• _To do_:
All lines of the records below that contain the word "image" must be listed.

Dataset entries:
# # # # # # #

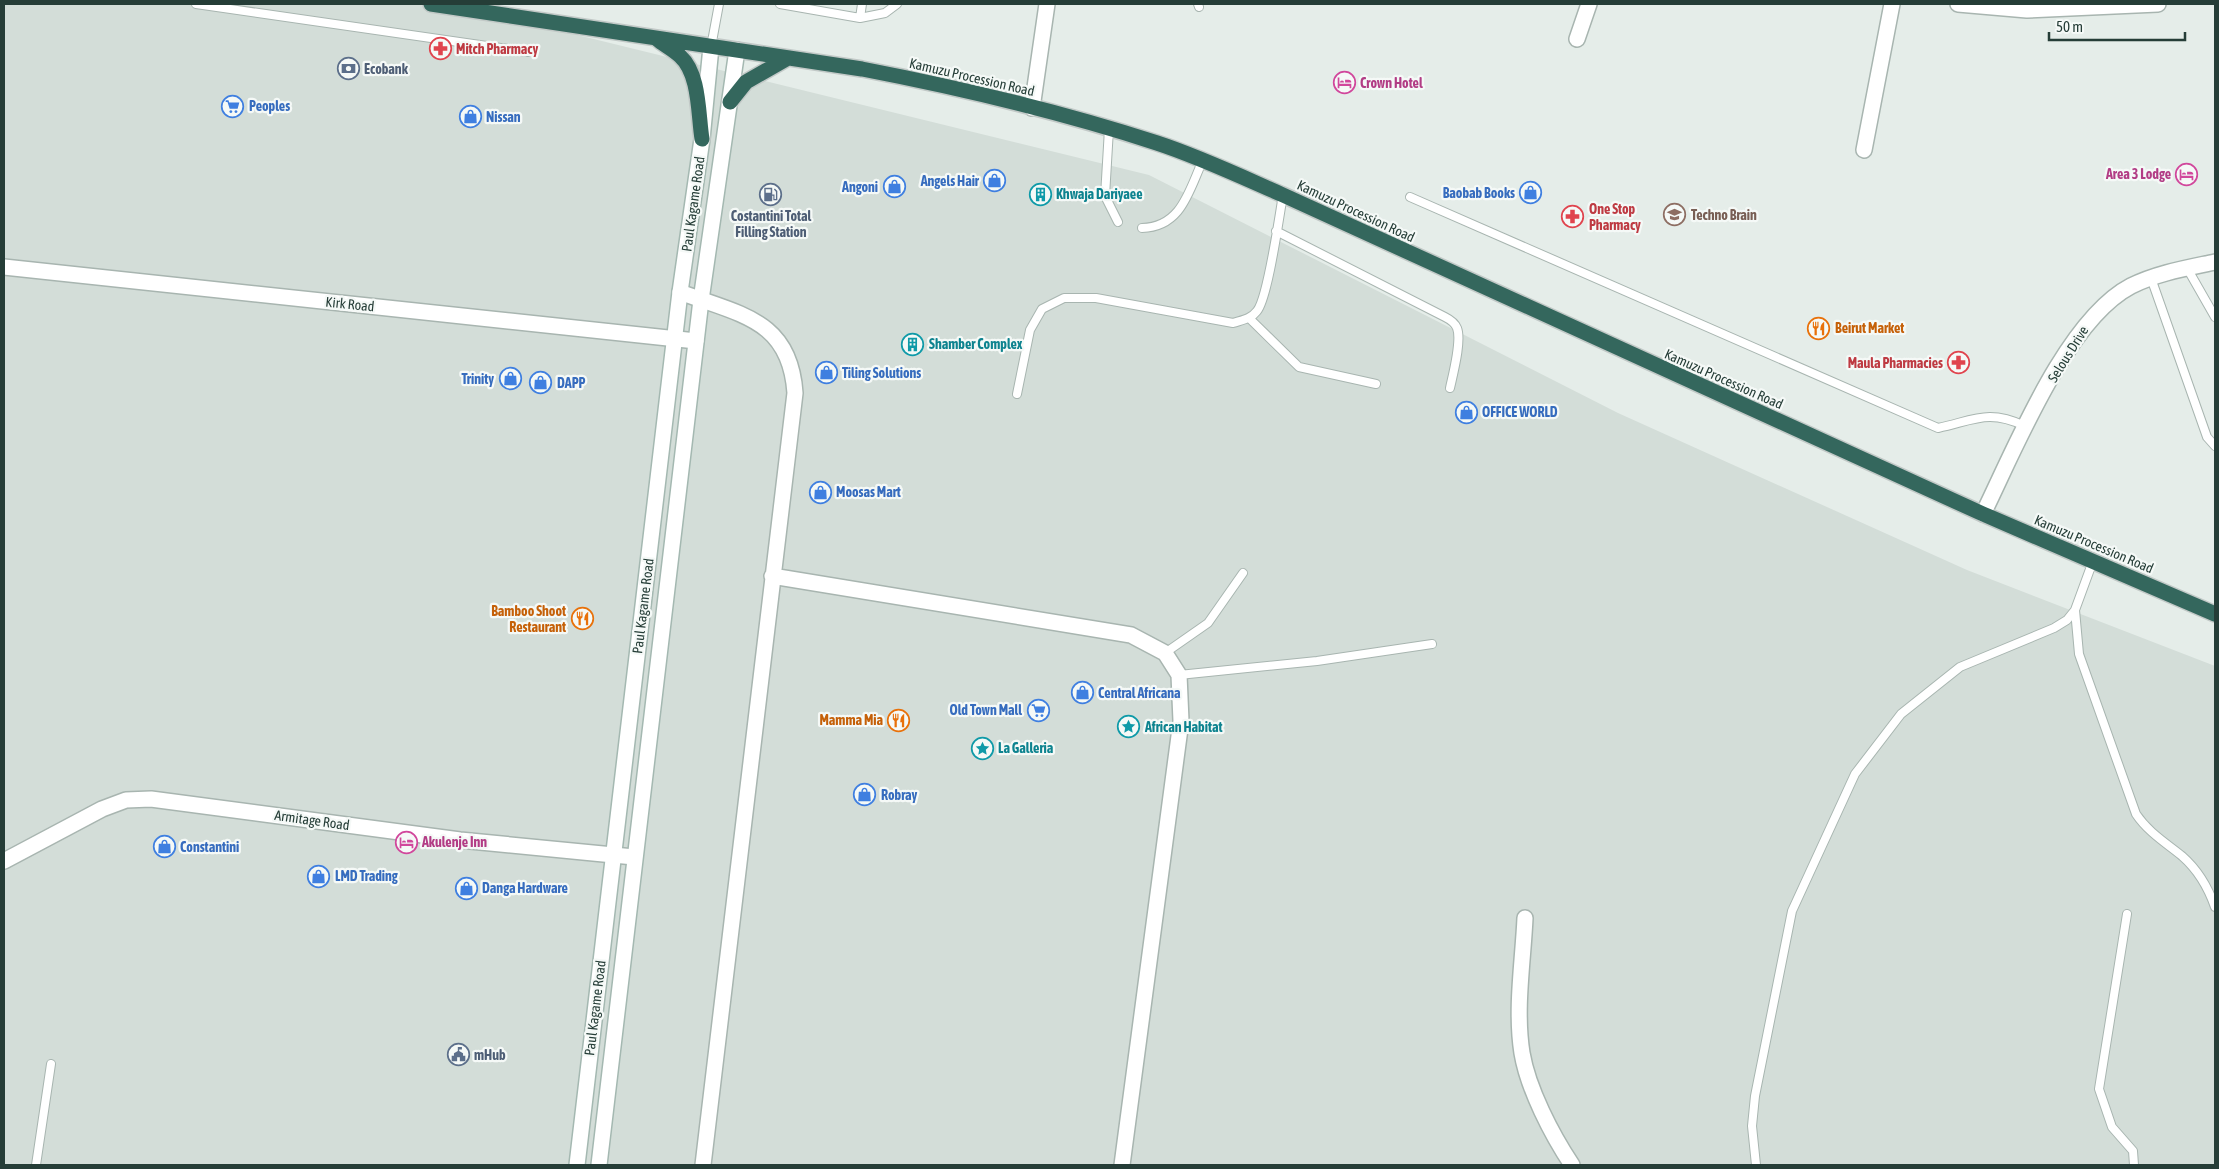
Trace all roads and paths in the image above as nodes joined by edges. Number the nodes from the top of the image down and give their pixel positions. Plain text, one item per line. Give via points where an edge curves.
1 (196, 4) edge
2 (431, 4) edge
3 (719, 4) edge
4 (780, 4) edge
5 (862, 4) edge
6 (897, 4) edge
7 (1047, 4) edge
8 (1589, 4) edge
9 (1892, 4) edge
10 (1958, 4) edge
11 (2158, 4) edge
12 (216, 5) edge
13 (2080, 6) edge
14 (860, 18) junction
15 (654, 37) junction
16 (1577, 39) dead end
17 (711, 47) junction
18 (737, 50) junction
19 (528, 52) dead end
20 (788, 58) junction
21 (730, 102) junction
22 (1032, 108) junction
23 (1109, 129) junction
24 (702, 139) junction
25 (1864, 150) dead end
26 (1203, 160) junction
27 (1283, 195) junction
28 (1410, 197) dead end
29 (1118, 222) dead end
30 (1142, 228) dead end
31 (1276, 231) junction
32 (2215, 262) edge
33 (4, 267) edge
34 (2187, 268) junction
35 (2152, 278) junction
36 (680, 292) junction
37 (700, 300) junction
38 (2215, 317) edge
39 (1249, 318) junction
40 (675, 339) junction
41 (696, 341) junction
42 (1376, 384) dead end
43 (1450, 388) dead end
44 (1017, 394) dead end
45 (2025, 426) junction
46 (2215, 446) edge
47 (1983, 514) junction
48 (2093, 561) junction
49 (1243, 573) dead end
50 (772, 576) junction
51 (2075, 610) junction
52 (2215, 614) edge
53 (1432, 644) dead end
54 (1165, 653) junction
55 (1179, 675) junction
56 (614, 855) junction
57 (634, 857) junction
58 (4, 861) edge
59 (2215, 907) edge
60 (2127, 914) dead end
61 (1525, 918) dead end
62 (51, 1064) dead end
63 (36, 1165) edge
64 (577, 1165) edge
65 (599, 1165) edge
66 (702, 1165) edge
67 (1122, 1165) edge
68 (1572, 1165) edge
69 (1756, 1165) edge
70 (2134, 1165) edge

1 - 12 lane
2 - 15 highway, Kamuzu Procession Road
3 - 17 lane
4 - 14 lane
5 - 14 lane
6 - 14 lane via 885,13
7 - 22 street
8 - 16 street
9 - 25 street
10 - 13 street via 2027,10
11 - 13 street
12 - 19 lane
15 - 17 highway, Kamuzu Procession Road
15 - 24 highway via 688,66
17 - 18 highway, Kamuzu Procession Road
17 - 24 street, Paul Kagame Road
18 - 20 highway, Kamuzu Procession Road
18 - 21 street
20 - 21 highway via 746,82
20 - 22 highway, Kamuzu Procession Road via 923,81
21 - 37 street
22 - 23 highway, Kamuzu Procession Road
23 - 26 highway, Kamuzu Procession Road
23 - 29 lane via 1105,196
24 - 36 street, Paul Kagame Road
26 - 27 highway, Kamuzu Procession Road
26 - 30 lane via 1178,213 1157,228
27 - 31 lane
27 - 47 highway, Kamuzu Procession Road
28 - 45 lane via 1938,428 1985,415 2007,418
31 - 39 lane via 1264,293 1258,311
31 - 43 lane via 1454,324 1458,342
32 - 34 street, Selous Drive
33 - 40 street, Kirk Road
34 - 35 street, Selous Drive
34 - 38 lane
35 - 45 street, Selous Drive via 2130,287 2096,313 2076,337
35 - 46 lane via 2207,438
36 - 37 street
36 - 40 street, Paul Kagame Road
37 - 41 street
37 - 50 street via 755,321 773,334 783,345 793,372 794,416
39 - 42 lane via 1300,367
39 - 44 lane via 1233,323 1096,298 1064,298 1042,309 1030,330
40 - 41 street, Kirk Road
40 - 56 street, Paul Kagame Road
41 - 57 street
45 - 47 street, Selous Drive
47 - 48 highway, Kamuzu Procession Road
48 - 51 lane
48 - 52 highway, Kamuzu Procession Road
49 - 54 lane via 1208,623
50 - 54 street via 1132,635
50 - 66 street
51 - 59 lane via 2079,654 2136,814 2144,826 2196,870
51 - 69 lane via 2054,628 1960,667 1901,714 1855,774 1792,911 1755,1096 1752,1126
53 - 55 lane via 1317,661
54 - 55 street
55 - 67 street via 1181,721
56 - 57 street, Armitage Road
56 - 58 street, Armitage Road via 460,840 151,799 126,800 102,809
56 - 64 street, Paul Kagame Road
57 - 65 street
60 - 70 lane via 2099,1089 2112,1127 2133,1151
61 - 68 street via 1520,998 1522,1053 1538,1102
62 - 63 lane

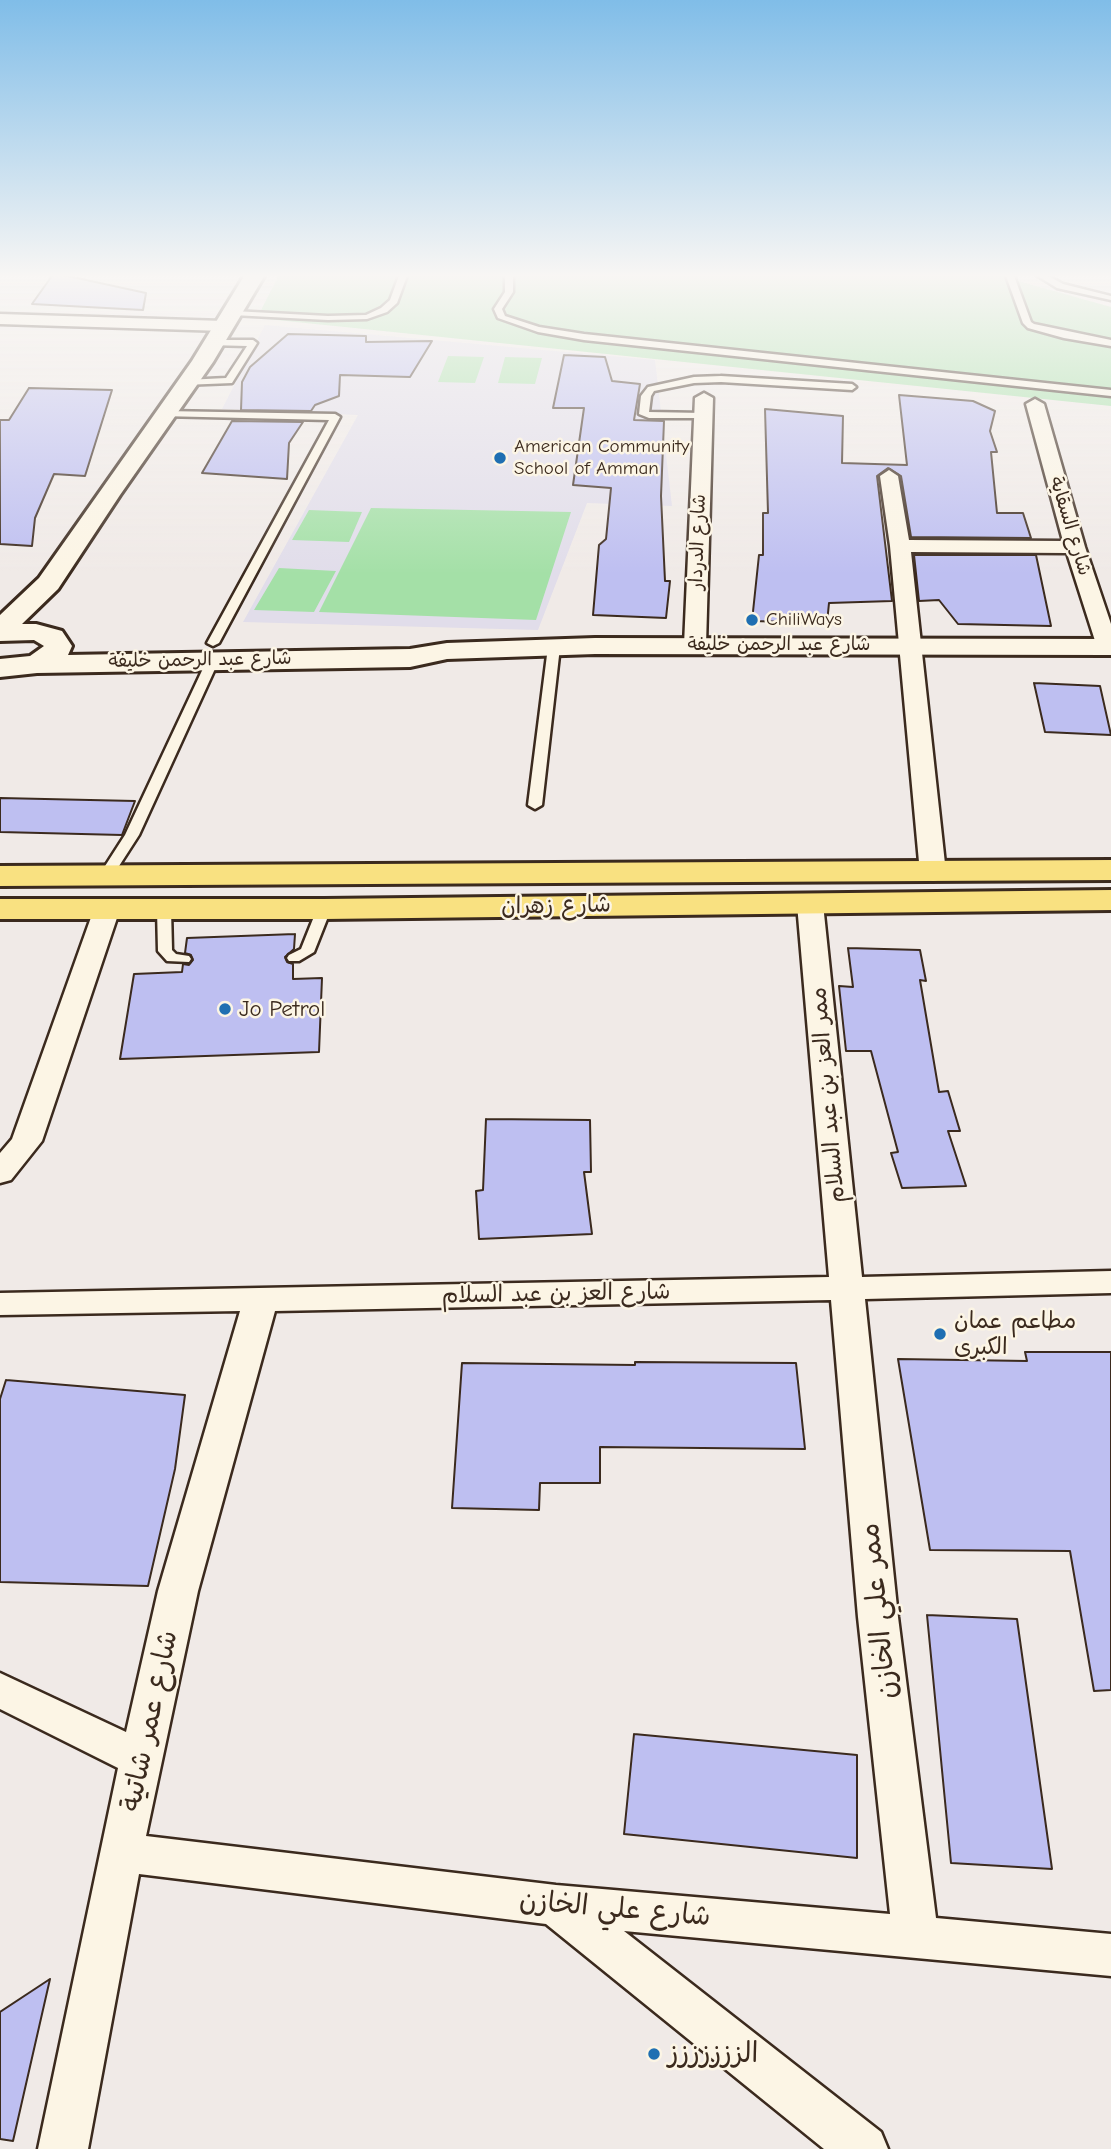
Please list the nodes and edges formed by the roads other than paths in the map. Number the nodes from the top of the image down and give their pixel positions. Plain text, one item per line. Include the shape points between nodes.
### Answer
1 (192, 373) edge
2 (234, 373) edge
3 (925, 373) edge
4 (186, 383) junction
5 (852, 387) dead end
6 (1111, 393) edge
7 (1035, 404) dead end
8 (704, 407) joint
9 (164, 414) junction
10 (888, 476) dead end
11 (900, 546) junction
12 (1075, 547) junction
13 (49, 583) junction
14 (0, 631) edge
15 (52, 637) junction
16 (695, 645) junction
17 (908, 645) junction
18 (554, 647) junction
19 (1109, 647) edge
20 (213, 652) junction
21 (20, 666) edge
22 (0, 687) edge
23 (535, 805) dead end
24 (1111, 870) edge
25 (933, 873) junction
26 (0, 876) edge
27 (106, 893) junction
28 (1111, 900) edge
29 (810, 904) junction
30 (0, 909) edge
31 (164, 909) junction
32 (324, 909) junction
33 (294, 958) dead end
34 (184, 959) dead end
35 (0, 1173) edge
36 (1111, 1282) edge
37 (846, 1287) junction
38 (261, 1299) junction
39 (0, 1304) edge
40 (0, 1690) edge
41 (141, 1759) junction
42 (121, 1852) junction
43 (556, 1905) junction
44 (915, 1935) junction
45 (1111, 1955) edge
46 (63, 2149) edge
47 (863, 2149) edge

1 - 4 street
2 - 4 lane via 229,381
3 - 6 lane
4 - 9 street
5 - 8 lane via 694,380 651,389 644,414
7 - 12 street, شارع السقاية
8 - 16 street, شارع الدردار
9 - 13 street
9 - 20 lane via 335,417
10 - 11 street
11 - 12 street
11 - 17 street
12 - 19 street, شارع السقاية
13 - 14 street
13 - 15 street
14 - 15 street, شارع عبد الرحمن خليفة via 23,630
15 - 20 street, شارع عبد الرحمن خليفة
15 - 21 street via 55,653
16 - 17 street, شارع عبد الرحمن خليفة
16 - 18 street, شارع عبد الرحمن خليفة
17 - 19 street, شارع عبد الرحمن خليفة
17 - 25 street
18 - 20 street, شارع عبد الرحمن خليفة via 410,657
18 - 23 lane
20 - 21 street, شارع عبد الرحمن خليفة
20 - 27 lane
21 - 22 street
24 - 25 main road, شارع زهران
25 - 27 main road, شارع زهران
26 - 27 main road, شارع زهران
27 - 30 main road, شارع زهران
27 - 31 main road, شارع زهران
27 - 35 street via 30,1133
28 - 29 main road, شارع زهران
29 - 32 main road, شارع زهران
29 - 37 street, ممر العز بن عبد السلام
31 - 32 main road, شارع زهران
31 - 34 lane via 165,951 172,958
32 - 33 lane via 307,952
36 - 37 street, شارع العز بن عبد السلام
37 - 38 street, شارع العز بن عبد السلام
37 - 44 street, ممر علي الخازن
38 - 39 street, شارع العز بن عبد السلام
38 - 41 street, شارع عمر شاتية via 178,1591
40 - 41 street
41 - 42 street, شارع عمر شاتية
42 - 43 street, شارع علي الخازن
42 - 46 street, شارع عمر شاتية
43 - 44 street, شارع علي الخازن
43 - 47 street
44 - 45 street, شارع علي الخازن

# # # # # # #

• _Expected output_:
Trace all roads and paths in the image above as nodes joined by edges. Number the nodes from the top of the image down and give their pixel positions. Plain text, one item per line. Give via points where an edge curves.
Please list the nodes and edges formed by the roads other than paths in the map. Number the nodes from the top of the image down and give their pixel positions. Plain text, one item per line. Include the shape points between nodes.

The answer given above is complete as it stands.